Start of Block

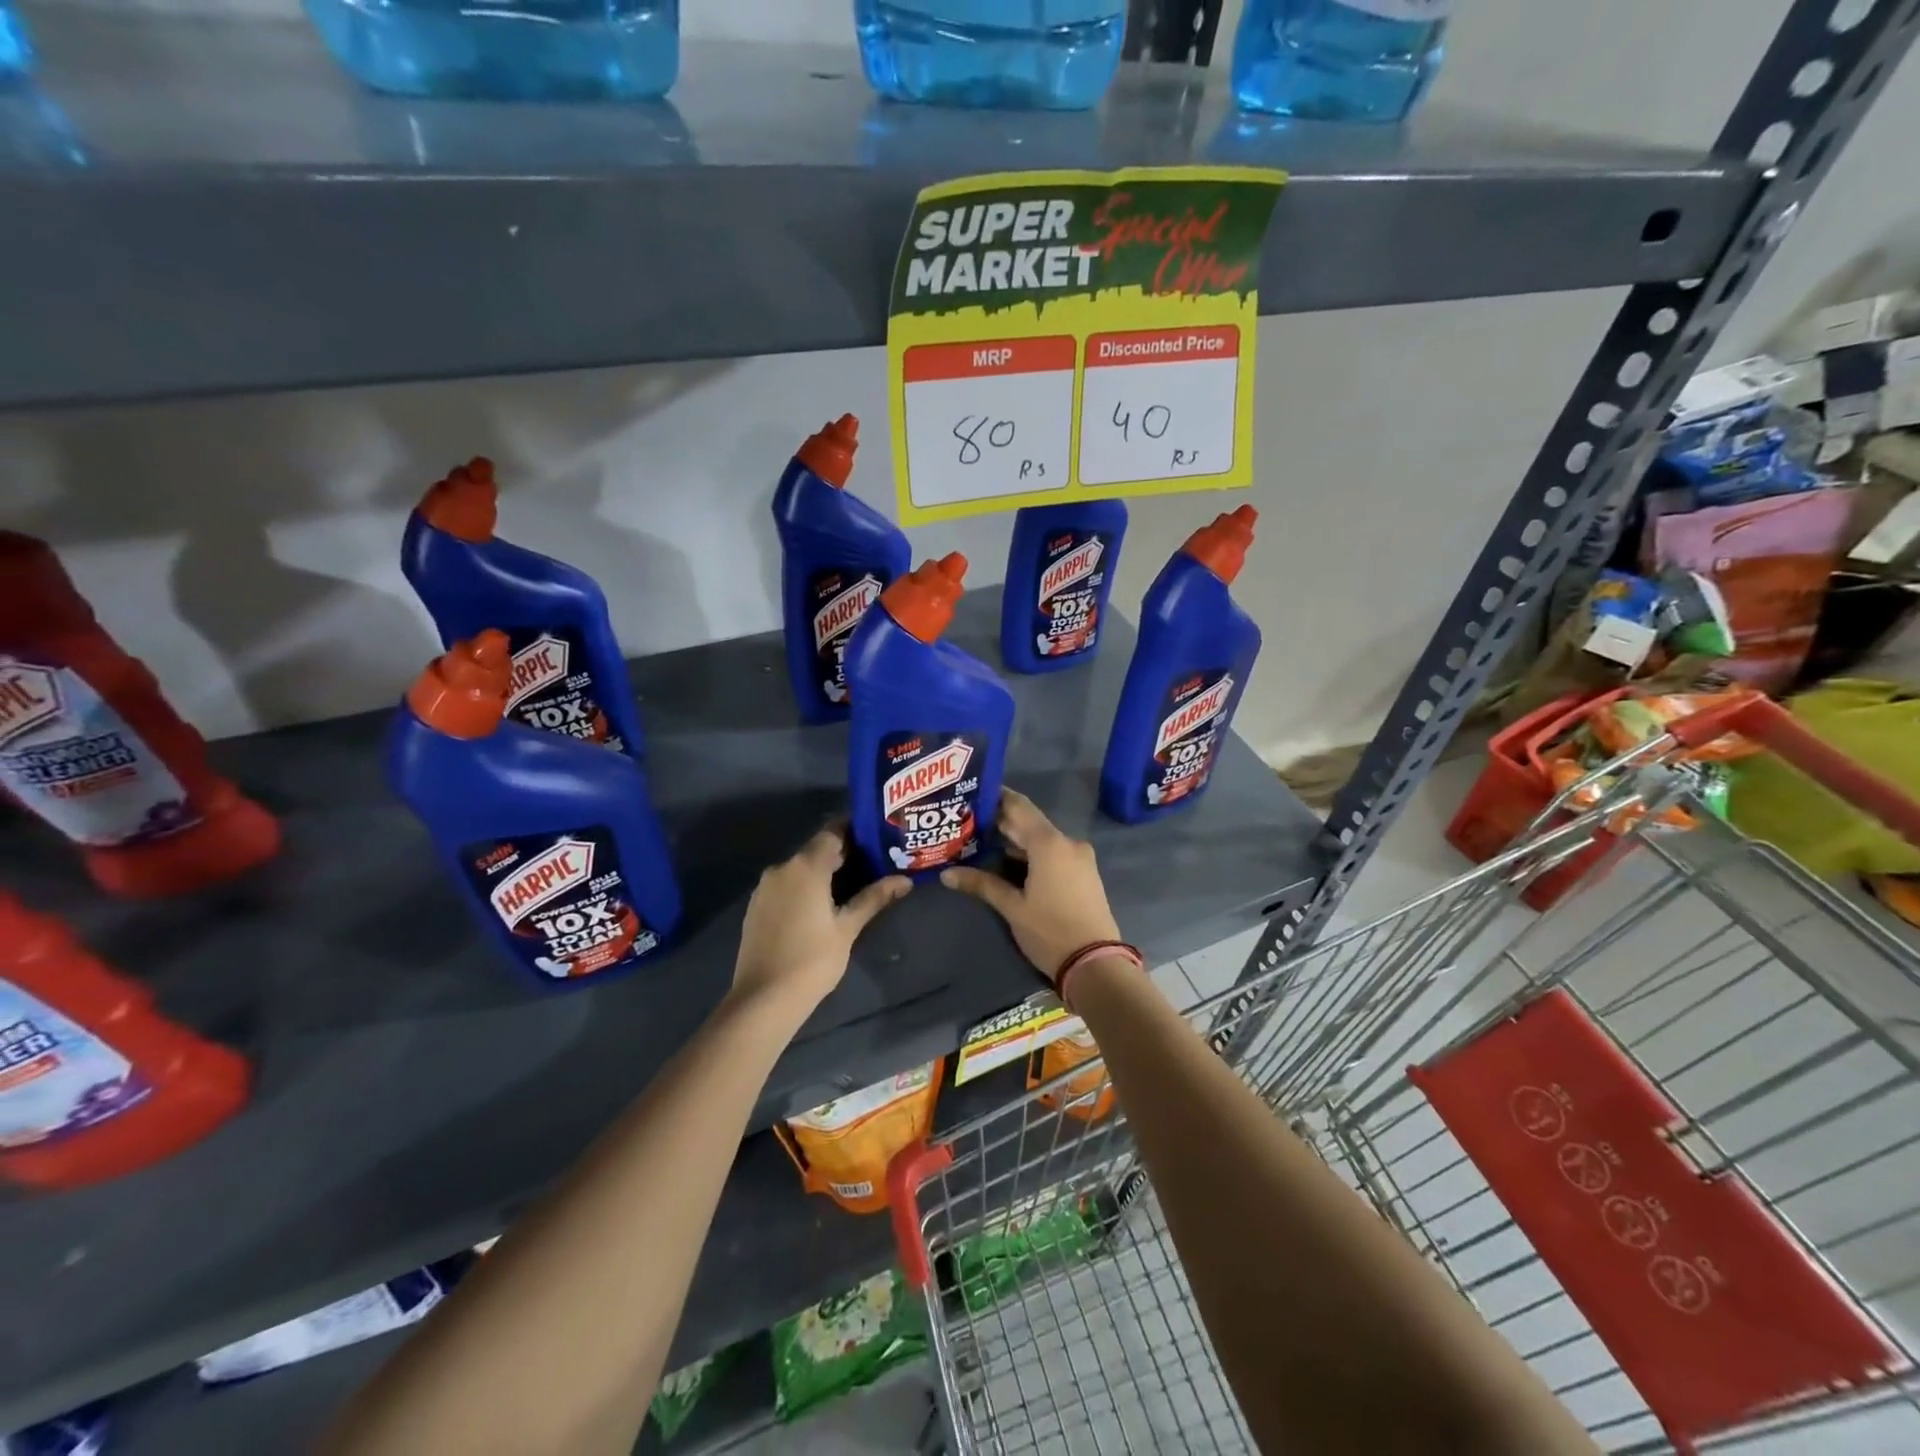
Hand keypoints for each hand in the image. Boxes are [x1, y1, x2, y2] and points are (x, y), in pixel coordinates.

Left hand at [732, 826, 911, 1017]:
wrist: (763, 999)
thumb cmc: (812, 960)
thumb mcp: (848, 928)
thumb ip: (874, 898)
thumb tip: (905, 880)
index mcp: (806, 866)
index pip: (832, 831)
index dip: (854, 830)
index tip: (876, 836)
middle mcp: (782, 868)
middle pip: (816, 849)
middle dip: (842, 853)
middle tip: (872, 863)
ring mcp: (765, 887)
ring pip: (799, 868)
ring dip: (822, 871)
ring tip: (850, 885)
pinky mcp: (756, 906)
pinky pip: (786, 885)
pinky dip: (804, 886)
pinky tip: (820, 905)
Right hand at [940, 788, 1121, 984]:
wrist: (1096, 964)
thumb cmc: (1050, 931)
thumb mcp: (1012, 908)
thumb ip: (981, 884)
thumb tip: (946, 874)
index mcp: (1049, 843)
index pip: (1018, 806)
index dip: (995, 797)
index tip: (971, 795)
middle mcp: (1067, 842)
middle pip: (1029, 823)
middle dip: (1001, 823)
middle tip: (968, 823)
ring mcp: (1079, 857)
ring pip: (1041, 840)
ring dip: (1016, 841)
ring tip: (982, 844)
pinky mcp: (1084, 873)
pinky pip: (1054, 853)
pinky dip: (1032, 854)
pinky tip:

End of Block

Directions
Could you write out, exactly, each line of the data above from the one containing "middle mcp: (1067, 842)" through the last, including both?

Solution below
middle mcp: (1067, 842)
middle pip: (1029, 823)
middle dip: (1001, 823)
middle tip: (968, 823)
ring mcp: (1079, 857)
ring pip: (1041, 840)
ring dip: (1016, 841)
ring tip: (982, 844)
pinky mcp: (1084, 873)
pinky pip: (1054, 853)
pinky dip: (1032, 854)
pinky tip:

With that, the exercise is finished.